### Task goal
Go through the records below and copy out every line holding "lane".

[Data under study Boundary: Start]

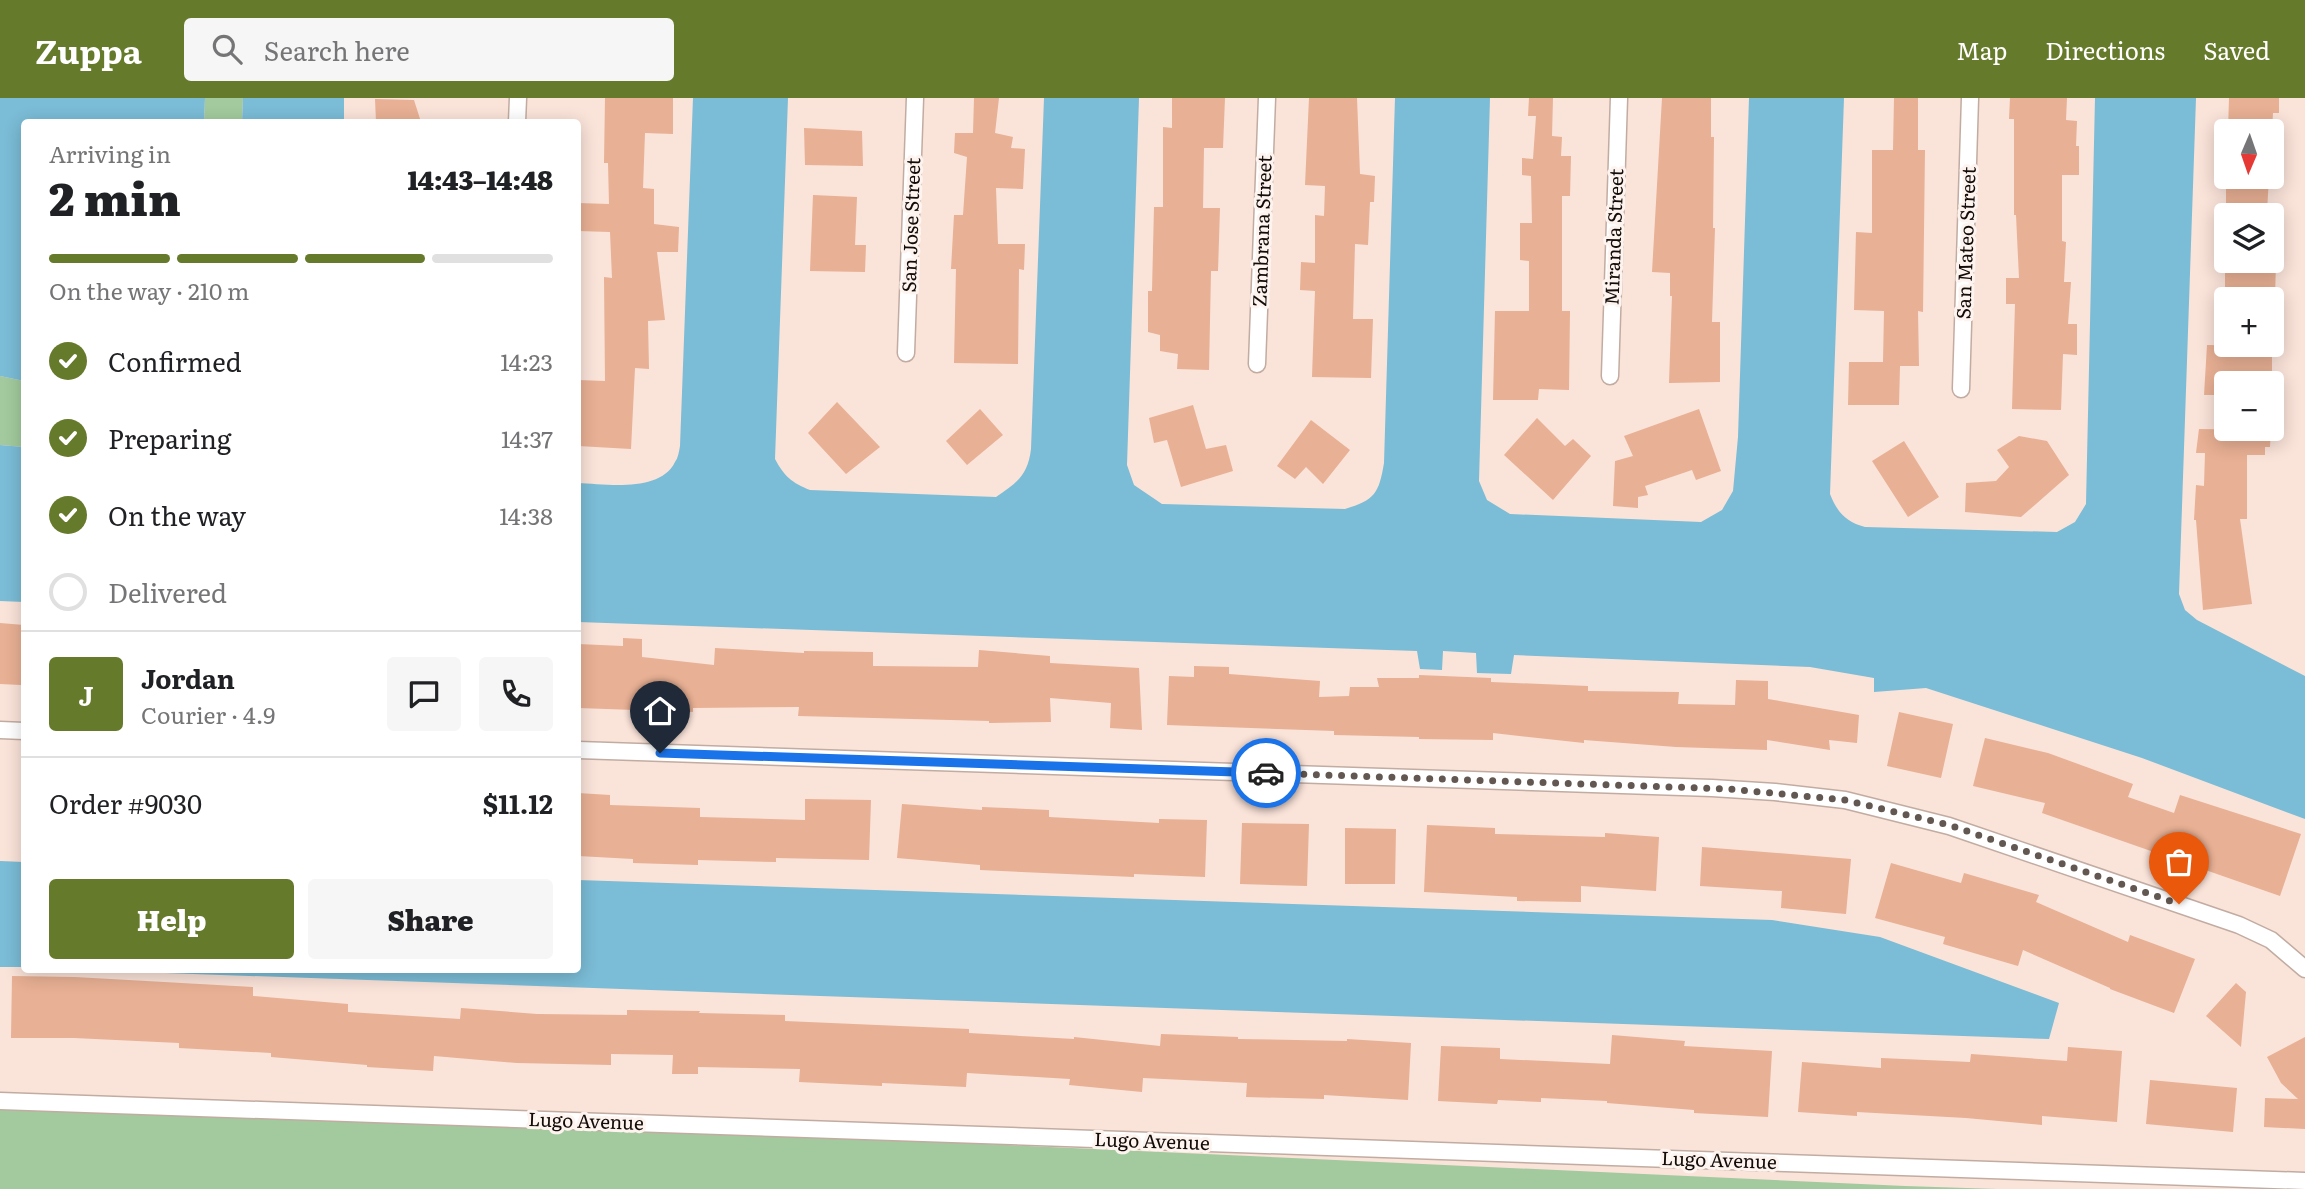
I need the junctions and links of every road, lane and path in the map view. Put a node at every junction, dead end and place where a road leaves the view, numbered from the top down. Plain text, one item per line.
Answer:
1 (518, 98) edge
2 (915, 98) edge
3 (1267, 98) edge
4 (1619, 98) edge
5 (1970, 98) edge
6 (517, 119) edge
7 (906, 353) dead end
8 (1257, 364) dead end
9 (1610, 376) dead end
10 (1961, 389) dead end
11 (0, 730) edge
12 (21, 731) edge
13 (581, 750) edge
14 (2305, 969) edge
15 (0, 1101) edge
16 (2305, 1181) edge

1 - 6 street
2 - 7 street, San Jose Street
3 - 8 street, Zambrana Street
4 - 9 street, Miranda Street
5 - 10 street, San Mateo Street
11 - 12 street
13 - 14 street
15 - 16 street, Lugo Avenue

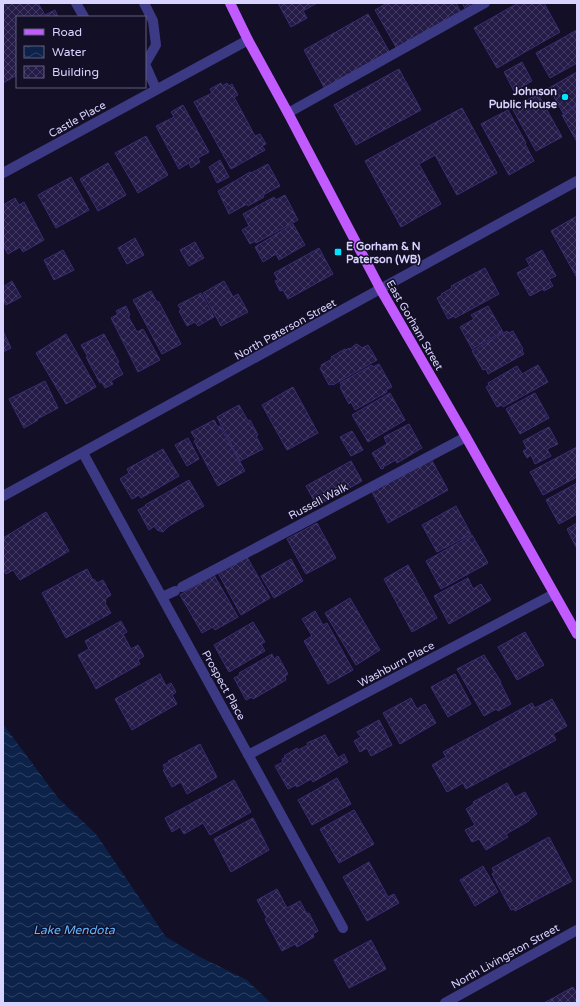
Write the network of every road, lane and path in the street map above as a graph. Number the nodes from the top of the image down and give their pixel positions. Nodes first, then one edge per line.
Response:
1 (76, 3) edge
2 (144, 3) edge
3 (485, 3) edge
4 (232, 4) edge
5 (83, 16) edge
6 (248, 40) junction
7 (146, 62) edge
8 (146, 66) edge
9 (156, 89) junction
10 (288, 113) junction
11 (3, 173) edge
12 (577, 181) edge
13 (381, 290) junction
14 (466, 437) junction
15 (83, 453) junction
16 (3, 496) edge
17 (554, 594) junction
18 (162, 597) junction
19 (577, 634) edge
20 (248, 755) junction
21 (343, 928) dead end
22 (577, 930) edge
23 (445, 1003) edge

1 - 5 street
2 - 7 street
3 - 10 street
4 - 6 main road, East Gorham Street
6 - 9 street, Castle Place
6 - 10 main road, East Gorham Street
8 - 9 street
9 - 11 street, Castle Place
10 - 13 main road, East Gorham Street
12 - 13 street, North Paterson Street
13 - 14 main road, East Gorham Street
13 - 15 street, North Paterson Street
14 - 17 main road, East Gorham Street
14 - 18 street, Russell Walk
15 - 16 street, North Paterson Street
15 - 18 street, Prospect Place
17 - 19 main road, East Gorham Street
17 - 20 street, Washburn Place
18 - 20 street, Prospect Place
20 - 21 street, Prospect Place
22 - 23 street, North Livingston Street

[Data under study Boundary: End]

### Exercise response
I need the junctions and links of every road, lane and path in the map view. Put a node at every junction, dead end and place where a road leaves the view, numbered from the top down. Plain text, one item per line.
Write the network of every road, lane and path in the street map above as a graph. Number the nodes from the top of the image down and give their pixel positions. Nodes first, then one edge per line.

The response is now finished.